The effect size of the sexual dimorphism in 2D:4D was weak for S-R 2D:4D and this may well have been the result of many random errors in the self-measurement of finger lengths. A consideration of sexual dimorphism of 2D:4D in the BBC internet study of 255,116 participants showed that self-reported finger lengths gave significant dimorphism for the right and left hand with very low effect sizes of d = .09 for the right hand and d = .06 for the left hand. After excluding outliers of 2D:4D, the effect sizes increased somewhat to d = .20 and d = .15 for right and left, respectively.
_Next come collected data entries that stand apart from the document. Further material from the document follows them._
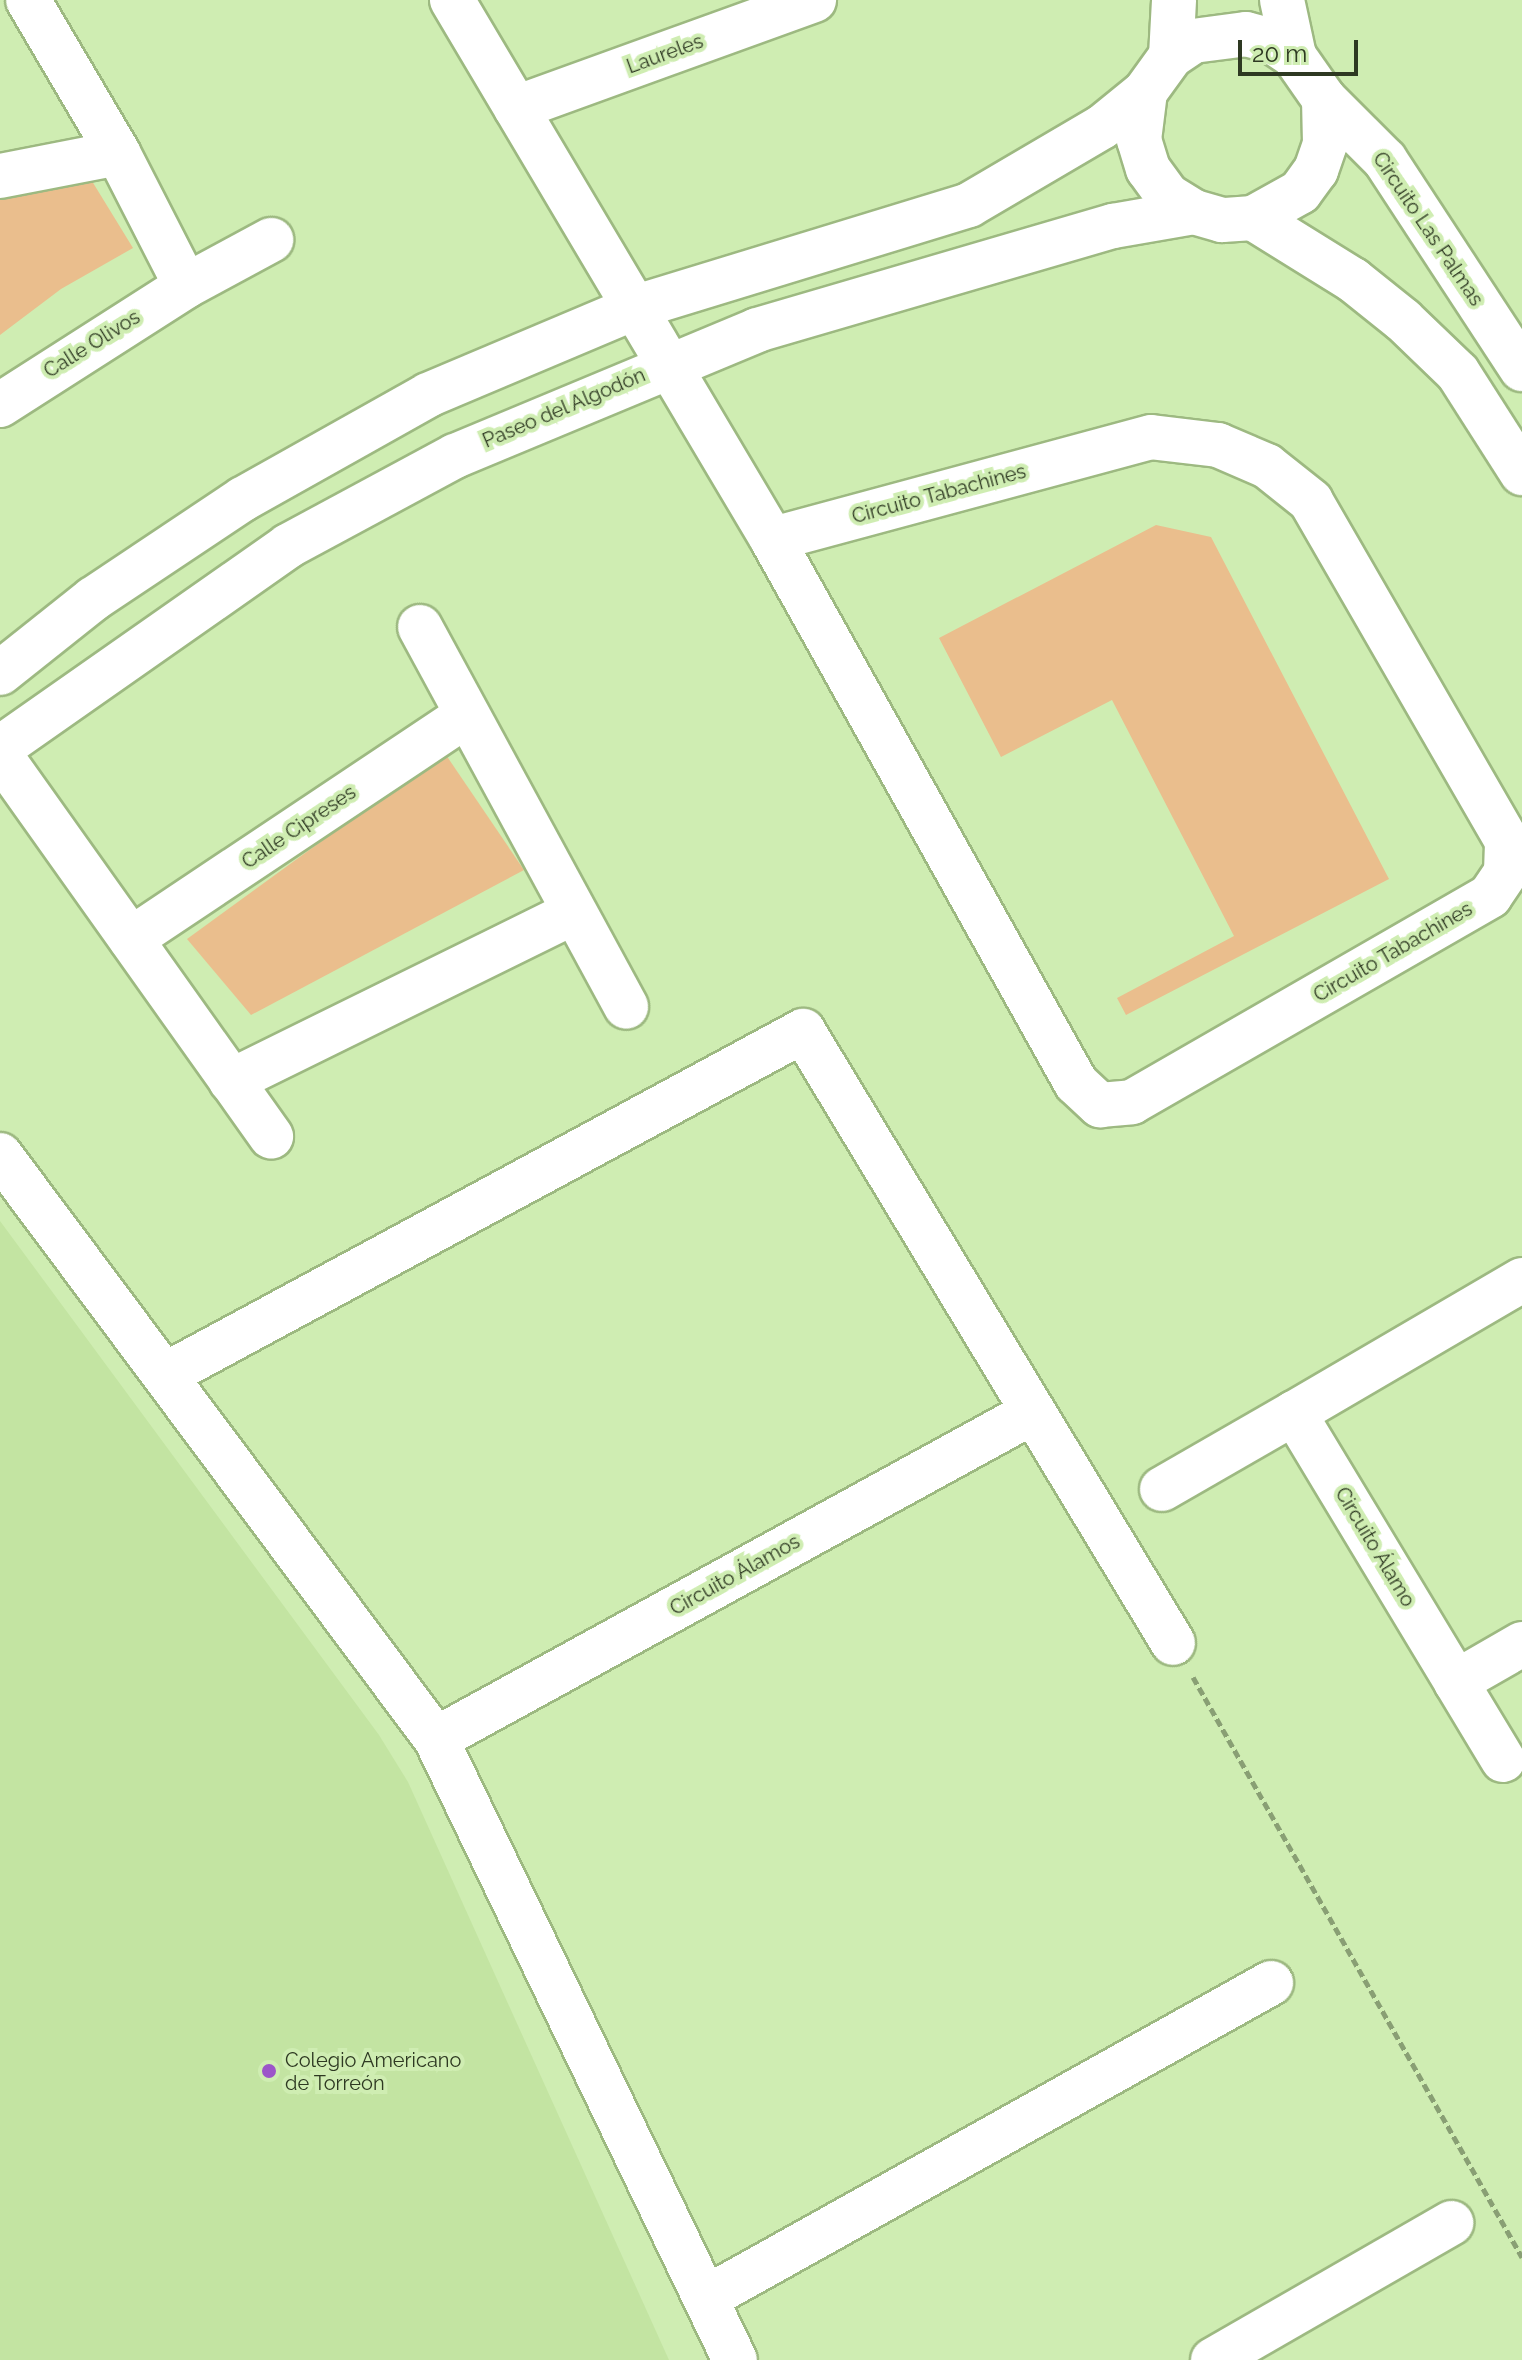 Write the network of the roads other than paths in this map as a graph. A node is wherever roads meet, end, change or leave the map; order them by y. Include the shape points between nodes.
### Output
1 (28, 0) edge
2 (452, 0) edge
3 (814, 0) edge
4 (1174, 0) edge
5 (1282, 0) edge
6 (1171, 56) junction
7 (1294, 56) junction
8 (1145, 92) junction
9 (1324, 99) junction
10 (516, 108) junction
11 (118, 153) junction
12 (0, 176) edge
13 (969, 205) junction
14 (1194, 212) junction
15 (1253, 218) junction
16 (271, 240) dead end
17 (992, 262) junction
18 (186, 286) junction
19 (636, 307) junction
20 (1516, 347) edge
21 (669, 362) junction
22 (1458, 373) junction
23 (1522, 383) edge
24 (0, 405) edge
25 (1484, 409) junction
26 (1522, 473) edge
27 (772, 539) junction
28 (420, 627) dead end
29 (0, 673) edge
30 (467, 715) junction
31 (0, 748) edge
32 (0, 755) edge
33 (573, 913) junction
34 (131, 939) junction
35 (626, 1007) dead end
36 (231, 1081) junction
37 (271, 1137) dead end
38 (0, 1155) edge
39 (1522, 1280) edge
40 (165, 1375) junction
41 (1033, 1412) junction
42 (1294, 1413) junction
43 (1162, 1489) dead end
44 (1173, 1643) road end
45 (1522, 1644) edge
46 (1456, 1682) junction
47 (436, 1739) junction
48 (1503, 1760) dead end
49 (1271, 1983) dead end
50 (1451, 2223) dead end
51 (706, 2298) junction
52 (735, 2360) edge
53 (1213, 2360) edge

1 - 11 street
2 - 10 street
3 - 10 street, Laureles
4 - 6 street
5 - 7 street
6 - 7 street via 1219,33 1272,41
6 - 8 street
7 - 9 street
8 - 13 street via 1102,127
8 - 14 street via 1139,140 1148,169 1167,195
9 - 15 street via 1325,144 1316,170 1300,192
9 - 20 street, Circuito Las Palmas via 1385,160
10 - 19 street
11 - 12 street
11 - 18 street
13 - 17 street
13 - 19 street
14 - 15 street via 1222,220
14 - 17 street, Paseo del Algodón via 1113,226
15 - 22 street via 1353,280
16 - 18 street, Calle Olivos
17 - 21 street, Paseo del Algodón via 757,330
18 - 24 street, Calle Olivos
19 - 21 street, Circuito Tabachines
19 - 29 street via 428,395 243,499 93,599
20 - 22 street
21 - 27 street, Circuito Tabachines
21 - 31 street, Paseo del Algodón via 455,456 288,546
22 - 25 street
23 - 25 street
25 - 26 street
27 - 27 street, Circuito Tabachines via 1076,1083 1100,1105 1132,1102 1490,896 1506,872 1507,841 1311,501 1267,466 1218,445 1151,437
28 - 30 street
30 - 33 street
30 - 34 street, Calle Cipreses
32 - 34 street
33 - 35 street
33 - 36 street
34 - 36 street
36 - 37 street
38 - 40 street
39 - 42 street
40 - 41 street via 803,1031
40 - 47 street
41 - 44 street
41 - 47 street, Circuito Álamos
42 - 43 street
42 - 46 street, Circuito Álamo
45 - 46 street
46 - 48 street, Circuito Álamo
47 - 51 street
49 - 51 street
50 - 53 street
51 - 52 street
As expected from earlier work, the effect size of the dimorphism in photo 2D:4D was approximately of medium strength.
We have found that self-measurements directly on the fingers are prone to a number of drawbacks. It is likely that they will include a few major “errors” which result in outlier values of 2D:4D. When these are excluded, there are weak but significant associations between 2D:4D calculated from self-measurements and 2D:4D from rater-reported measurements. In addition, many minor “errors” in self-measurements probably result in a reduction in the effect size of the sexual dimorphism of 2D:4D, and in effect sizes for correlations for 2D:4D with target variables. These drawbacks can be countered if large numbers of participants are recruited. We conclude that self-reported finger lengths can be valuable in the study of 2D:4D if large samples are available and outliers of 2D:4D are removed. Internet studies, such as the BBC Survey, can provide large samples and may be a valuable tool in the study of sex dependent patterns of behavior in 2D:4D.